I can't figure it out if there's a simple solution for this or not, so maybe someone can help.

There's a screenshot what i want to achieve:
https://drive.google.com/open?id=1iVARf2Jz7liPdeGS0zQjs12fqH5iHIKW

I want the model to be as simple as possible, but in this situation the door don't recognize adjoining thicker walls, so I can't use reveal. And I can't use wall closure (I'm modelling building from point cloud and therefore it's detailed but wall don't have different skins to play with). And I can't change the door frame thickness.

I used polygonal geometry method to override walls, but its not good solution, because I lose wall thickness parameter and model gets too complex as I have similar, but different situations all over the project.

It's like a big issue in ArchiCAD - when you have door or window inside multiple wall connection, it doesn't connect them correctly or...?

I'm using ArchiCAD 21

Can anyone help me out?
1 ACCEPTED SOLUTION

Accepted Solutions
Solution
Barry Kelly
Moderator
Doors and windows can only belong to one wall.
So reveal and closure settings will only affect the wall they are in, not any adjacent walls.

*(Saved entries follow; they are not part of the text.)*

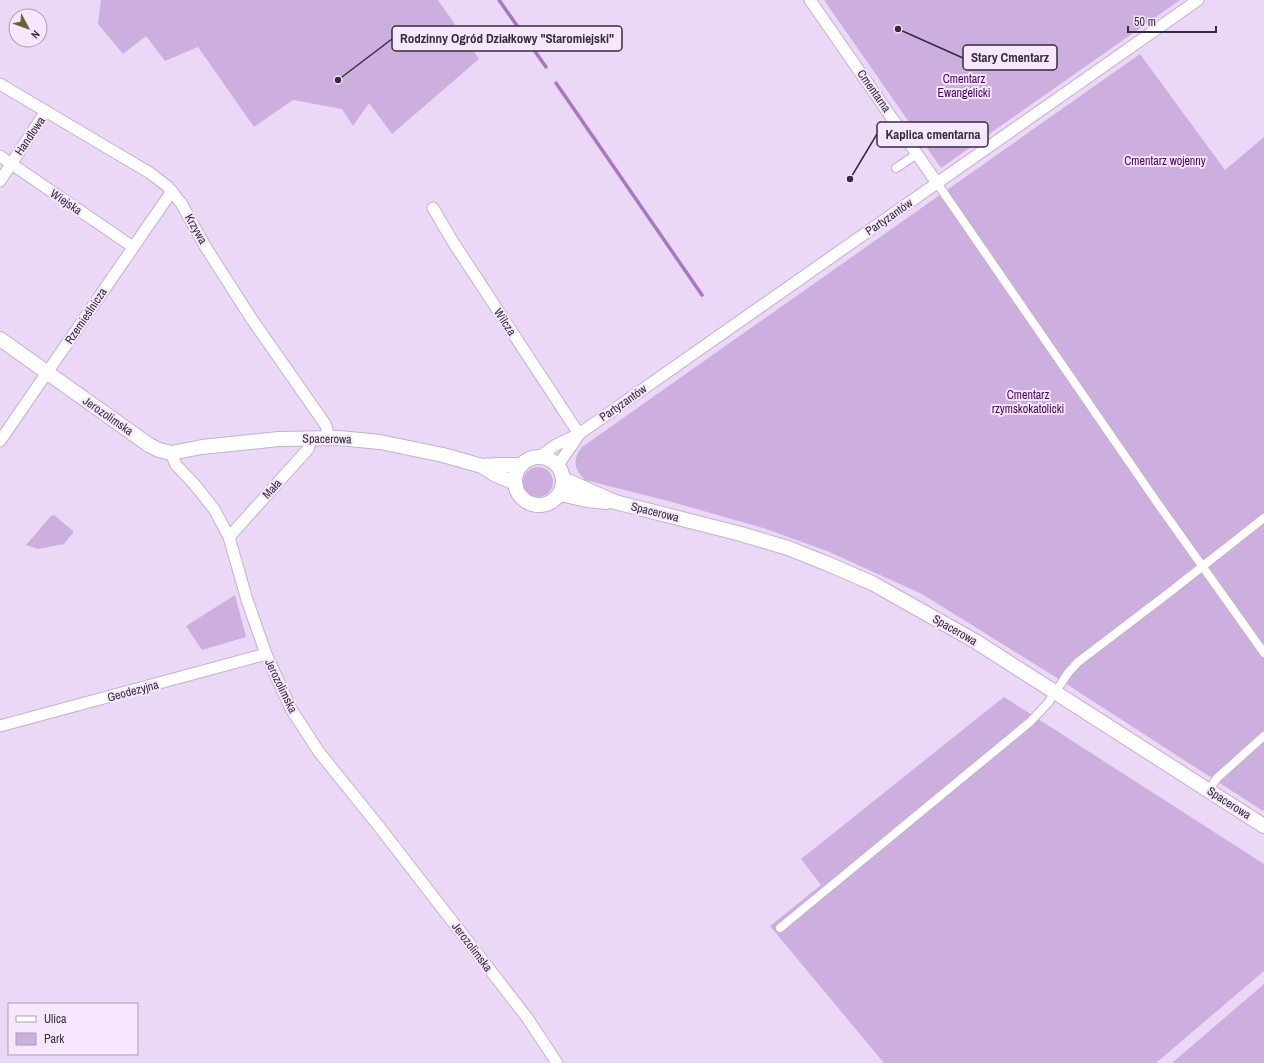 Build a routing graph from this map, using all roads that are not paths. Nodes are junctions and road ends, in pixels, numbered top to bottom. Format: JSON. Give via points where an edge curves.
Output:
{"nodes":[{"id":1,"x":810,"y":0,"type":"edge"},
{"id":2,"x":1198,"y":0,"type":"edge"},
{"id":3,"x":0,"y":84,"type":"edge"},
{"id":4,"x":46,"y":111,"type":"junction"},
{"id":5,"x":917,"y":154,"type":"junction"},
{"id":6,"x":0,"y":156,"type":"edge"},
{"id":7,"x":11,"y":164,"type":"junction"},
{"id":8,"x":896,"y":168,"type":"dead end"},
{"id":9,"x":0,"y":181,"type":"edge"},
{"id":10,"x":937,"y":183,"type":"junction"},
{"id":11,"x":172,"y":191,"type":"junction"},
{"id":12,"x":433,"y":208,"type":"dead end"},
{"id":13,"x":133,"y":247,"type":"junction"},
{"id":14,"x":0,"y":339,"type":"edge"},
{"id":15,"x":48,"y":373,"type":"junction"},
{"id":16,"x":579,"y":434,"type":"junction"},
{"id":17,"x":312,"y":438,"type":"junction"},
{"id":18,"x":328,"y":438,"type":"junction"},
{"id":19,"x":0,"y":441,"type":"edge"},
{"id":20,"x":171,"y":453,"type":"junction"},
{"id":21,"x":539,"y":457,"type":"junction"},
{"id":22,"x":558,"y":465,"type":"junction"},
{"id":23,"x":482,"y":466,"type":"junction"},
{"id":24,"x":521,"y":466,"type":"junction"},
{"id":25,"x":564,"y":479,"type":"junction"},
{"id":26,"x":515,"y":483,"type":"junction"},
{"id":27,"x":560,"y":494,"type":"junction"},
{"id":28,"x":615,"y":502,"type":"junction"},
{"id":29,"x":1264,"y":518,"type":"edge"},
{"id":30,"x":229,"y":537,"type":"junction"},
{"id":31,"x":1203,"y":567,"type":"junction"},
{"id":32,"x":1264,"y":653,"type":"edge"},
{"id":33,"x":266,"y":654,"type":"junction"},
{"id":34,"x":1056,"y":693,"type":"junction"},
{"id":35,"x":0,"y":726,"type":"edge"},
{"id":36,"x":1264,"y":736,"type":"edge"},
{"id":37,"x":1209,"y":790,"type":"junction"},
{"id":38,"x":1264,"y":826,"type":"edge"},
{"id":39,"x":780,"y":928,"type":"dead end"},
{"id":40,"x":557,"y":1063,"type":"edge"}],
"edges":[{"from":1,"to":5,"type":"street","name":"Cmentarna"},
{"from":2,"to":10,"type":"street","name":"Partyzantów"},
{"from":3,"to":4,"type":"street","name":"Krzywa"},
{"from":4,"to":7,"type":"street","name":"Handlowa"},
{"from":4,"to":11,"type":"street","name":"Krzywa","via":[[150,173]]},
{"from":5,"to":8,"type":"street"},
{"from":5,"to":10,"type":"street","name":"Cmentarna"},
{"from":6,"to":7,"type":"street","name":"Wiejska"},
{"from":7,"to":9,"type":"street","name":"Handlowa"},
{"from":7,"to":13,"type":"street","name":"Wiejska"},
{"from":10,"to":16,"type":"street","name":"Partyzantów"},
{"from":10,"to":31,"type":"street"},
{"from":11,"to":13,"type":"street","name":"Rzemieślnicza"},
{"from":11,"to":18,"type":"street","name":"Krzywa","via":[[182,203],[205,246],[251,318],[323,420]]},
{"from":12,"to":16,"type":"street","name":"Wilcza","via":[[452,242]]},
{"from":13,"to":15,"type":"street","name":"Rzemieślnicza"},
{"from":14,"to":15,"type":"street","name":"Jerozolimska"},
{"from":15,"to":19,"type":"street","name":"Rzemieślnicza"},
{"from":15,"to":20,"type":"street","name":"Jerozolimska","via":[[149,445]]},
{"from":16,"to":21,"type":"street","name":"Partyzantów"},
{"from":16,"to":22,"type":"street","name":"Partyzantów"},
{"from":17,"to":18,"type":"street","name":"Spacerowa"},
{"from":17,"to":20,"type":"street","name":"Spacerowa","via":[[241,442]]},
{"from":17,"to":30,"type":"street","name":"Mała","via":[[308,449]]},
{"from":18,"to":23,"type":"street","name":"Spacerowa","via":[[387,443]]},
{"from":20,"to":30,"type":"street","name":"Jerozolimska","via":[[176,465],[214,509]]},
{"from":21,"to":22,"type":"street","via":[[549,459]]},
{"from":21,"to":24,"type":"street","via":[[532,458]]},
{"from":22,"to":25,"type":"street"},
{"from":23,"to":24,"type":"street","name":"Spacerowa"},
{"from":23,"to":26,"type":"street","name":"Spacerowa"},
{"from":24,"to":26,"type":"street","via":[[517,471]]},
{"from":25,"to":27,"type":"street"},
{"from":25,"to":28,"type":"street","name":"Spacerowa"},
{"from":26,"to":27,"type":"street","via":[[521,497],[533,504],[548,503]]},
{"from":27,"to":28,"type":"street","name":"Spacerowa","via":[[587,500]]},
{"from":28,"to":34,"type":"street","name":"Spacerowa","via":[[754,538],[864,579],[975,641]]},
{"from":29,"to":31,"type":"street"},
{"from":30,"to":33,"type":"street","name":"Jerozolimska"},
{"from":31,"to":32,"type":"street"},
{"from":31,"to":34,"type":"street","via":[[1087,654],[1068,673]]},
{"from":33,"to":35,"type":"street","name":"Geodezyjna"},
{"from":33,"to":40,"type":"street","name":"Jerozolimska","via":[[291,709],[319,752],[499,981]]},
{"from":34,"to":37,"type":"street","name":"Spacerowa"},
{"from":34,"to":39,"type":"street","via":[[1036,717]]},
{"from":36,"to":37,"type":"street","via":[[1217,778]]},
{"from":37,"to":38,"type":"street","name":"Spacerowa"}]}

If they are polygon walls you can re-shape the polygon to form vertical reveals.
Personally I would avoid polygon walls unless they are odd shapes.
So in your case here where the walls are different thicknesses, I would treat that as an odd shape.
You could create one polygon wall (for walls 1, 2 & 3) and add another wall over for the extra thickness of wall 4, allowing you to use the door reveal if you need it.
Rather than individual walls next to each other.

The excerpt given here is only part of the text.